Gelobtes Land?
Polnischer AbgangJarek Sobota und seine Eltern leben im oberschlesischen Dorf Salesche. Nach dem Mauerfall will die Familie auf ins "gelobte Land" Deutschland. Vor acht Jahren ist Jareks Großmutter Agnieszka still und ...
Jarek Sobota und seine Eltern leben im oberschlesischen Dorf Salesche. Nach dem Mauerfall will die Familie auf ins "gelobte Land" Deutschland. Vor acht Jahren ist Jareks Großmutter Agnieszka still und leise in die damalige Bundesrepublik geflohen. Ohne es ihrem Mann oder ihren Söhnen mitzuteilen, war sie eines Tages verschwunden. Getarnt mit einem Touristenvisa und der Einladung der Großmutter fahren die Sobotas mit dem Schlepper Hübner Richtung Grenze. Zuhause wurde alles verschenkt und verkauft.

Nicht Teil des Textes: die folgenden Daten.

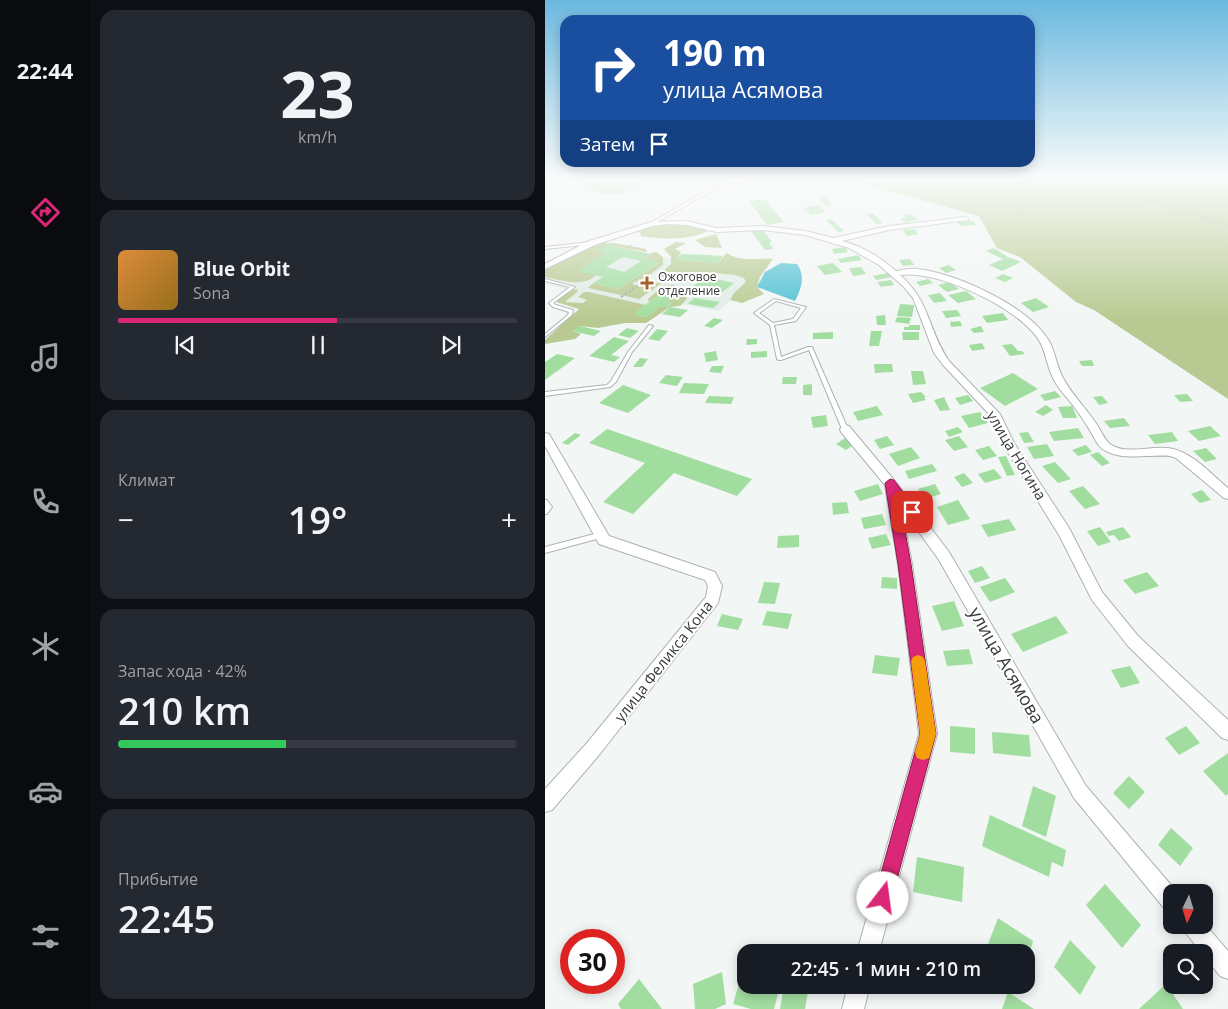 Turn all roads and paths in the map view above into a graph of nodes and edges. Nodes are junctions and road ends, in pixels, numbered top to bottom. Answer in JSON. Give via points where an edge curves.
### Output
{"nodes":[{"id":1,"x":648,"y":225,"type":"edge"},
{"id":2,"x":693,"y":225,"type":"edge"},
{"id":3,"x":914,"y":225,"type":"edge"},
{"id":4,"x":835,"y":240,"type":"junction"},
{"id":5,"x":592,"y":243,"type":"junction"},
{"id":6,"x":633,"y":244,"type":"dead end"},
{"id":7,"x":545,"y":248,"type":"edge"},
{"id":8,"x":626,"y":249,"type":"dead end"},
{"id":9,"x":545,"y":268,"type":"edge"},
{"id":10,"x":894,"y":274,"type":"junction"},
{"id":11,"x":649,"y":278,"type":"dead end"},
{"id":12,"x":545,"y":280,"type":"edge"},
{"id":13,"x":621,"y":297,"type":"dead end"},
{"id":14,"x":772,"y":324,"type":"junction"},
{"id":15,"x":651,"y":326,"type":"dead end"},
{"id":16,"x":545,"y":336,"type":"edge"},
{"id":17,"x":545,"y":394,"type":"edge"},
{"id":18,"x":845,"y":429,"type":"joint"},
{"id":19,"x":546,"y":440,"type":"edge"},
{"id":20,"x":890,"y":483,"type":"junction"},
{"id":21,"x":1228,"y":495,"type":"edge"},
{"id":22,"x":545,"y":502,"type":"edge"},
{"id":23,"x":545,"y":512,"type":"edge"},
{"id":24,"x":602,"y":535,"type":"junction"},
{"id":25,"x":545,"y":550,"type":"edge"},
{"id":26,"x":1228,"y":732,"type":"edge"},
{"id":27,"x":545,"y":803,"type":"edge"},
{"id":28,"x":1163,"y":891,"type":"edge"},
{"id":29,"x":1200,"y":934,"type":"edge"},
{"id":30,"x":870,"y":944,"type":"edge"},
{"id":31,"x":1228,"y":968,"type":"edge"},
{"id":32,"x":857,"y":994,"type":"edge"},
{"id":33,"x":853,"y":1009,"type":"edge"}],
"edges":[{"from":1,"to":5,"type":"street","name":"улица Ногина"},
{"from":2,"to":4,"type":"street","name":"улица Ногина","via":[[717,230],[791,230]]},
{"from":3,"to":4,"type":"street"},
{"from":4,"to":10,"type":"street","name":"улица Ногина","via":[[868,254]]},
{"from":5,"to":7,"type":"lane"},
{"from":5,"to":9,"type":"street","name":"улица Ногина"},
{"from":6,"to":8,"type":"path"},
{"from":10,"to":21,"type":"street","via":[[917,271],[939,276],[1009,309],[1041,336],[1061,384],[1109,450],[1172,451]]},
{"from":10,"to":26,"type":"street","name":"улица Ногина","via":[[917,298],[939,353],[995,414],[1008,443],[1064,532],[1097,596],[1133,641]]},
{"from":11,"to":13,"type":"path"},
{"from":12,"to":16,"type":"lane","via":[[573,287],[551,303],[571,311],[570,315]]},
{"from":14,"to":14,"type":"lane","via":[[756,313],[775,300],[804,306],[793,320]]},
{"from":14,"to":18,"type":"lane","via":[[779,359],[810,348]]},
{"from":15,"to":17,"type":"lane","via":[[629,352],[608,386]]},
{"from":18,"to":20,"type":"street","name":"улица Асямова"},
{"from":19,"to":24,"type":"street"},
{"from":20,"to":28,"type":"street","name":"улица Асямова","via":[[944,556],[1080,792]]},
{"from":20,"to":30,"type":"street","via":[[905,564],[928,734]]},
{"from":22,"to":23,"type":"lane","via":[[549,507]]},
{"from":24,"to":25,"type":"lane"},
{"from":24,"to":27,"type":"street","name":"улица Феликса Кона","via":[[604,540],[710,576],[715,586],[713,599],[593,749]]},
{"from":29,"to":31,"type":"street"},
{"from":32,"to":33,"type":"street"}]}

Im Zwischenlager Unna-Massen leben sie auf engstem Raum mit anderen Flüchtlingen. Dort lernt Jarek Monika kennen, mir der er sich anfreundet.
Vom Aussiedlerlager geht es weiter in Notquartiere und Jarek fragt sich, wann er endlich seine Großmutter Agnieszka treffen wird. Doch das Geheimnis um ihre Flucht halten die Eltern selbst am Weihnachtstag aufrecht...
Die Geschichte spielt 1990 nach dem Fallen des eisernen Vorhangs. In vierzig kurzen Kapiteln erzählt der Autor von der Flucht und der ersten Zeit in Deutschland. Dazu gibt es immer wieder Rückblicke in die nahe Vergangenheit, in die damals sehr unruhige Zeit in Polen. Mariusz Hoffmann wechselt dabei zwischen verschiedenen zeitlichen Ebenen, die nicht wirklich gekenntzeichnet sind. Das hat mich manchmal in meinem Lesefluss gebremst.
Die erste Hälfte hat mir sehr gut gefallen. Der Schreibstil ist humorvoll. Besonders geschmunzelt habe ich über die Episode mit dem Gartenzwerg. Es gibt jedoch auch einige kritische Töne.
Die Zeit in Polen und die Flucht wurde sehr bildhaft und emotional dargestellt. Ich habe mit Jarek und seinen Eltern an der Grenze mitgezittert und die Anspannung gespürt, war entsetzt von den Auffanglagern, in die sie untergebracht wurden und neugierig auf die verschiedenen Menschen, die sie getroffen haben. Die pfiffige Monika nimmt dabei einen größeren Teil ein. Jarek und seine Familie erkennen bald, dass die Bürokratie in Deutschland eine größere Hürde ist, als sie dachten. Die Behördenwege sind lange und aufreibend, die Aufnahme durch die Bewohner nicht immer herzlich. Ihnen schlagen viele Vorurteile und typische Klischees entgegen. Wir begleiten Jarek und seine Familie in eine ungewisse Zukunft, die nicht ganz so rosig aussieht, wie sie dachten.
Die zweite Hälfte konnte mich hingegen nicht mehr so mitreißen. Die Figuren werden nicht greifbarer und bleiben eher blass. Von den Gefühlen und Ängsten der Eltern hat man kaum etwas erfahren. Einzig Jarek konnte ich durch die Ich-Perspektive besser kennen lernen. Der Aufenthalt in Deutschland war zeitweise auch etwas langatmig. Das Ende bleibt leider auch etwas offen.
Fazit:
Das Buch hat mir in der ersten Hälfte sehr gut gefallen, jedoch fand ich die zweite Hälfte leider nicht mehr so stark. Mir fehlte etwas die Tiefe der Figuren und die emotionale Erzählweise, die bis zur Ausreise vorhanden war. Dennoch finde ich die Thematik - besonders für Jugendliche - sehr interessant und aufschlussreich und empfehle den Roman für diese Altersgruppe gerne weiter.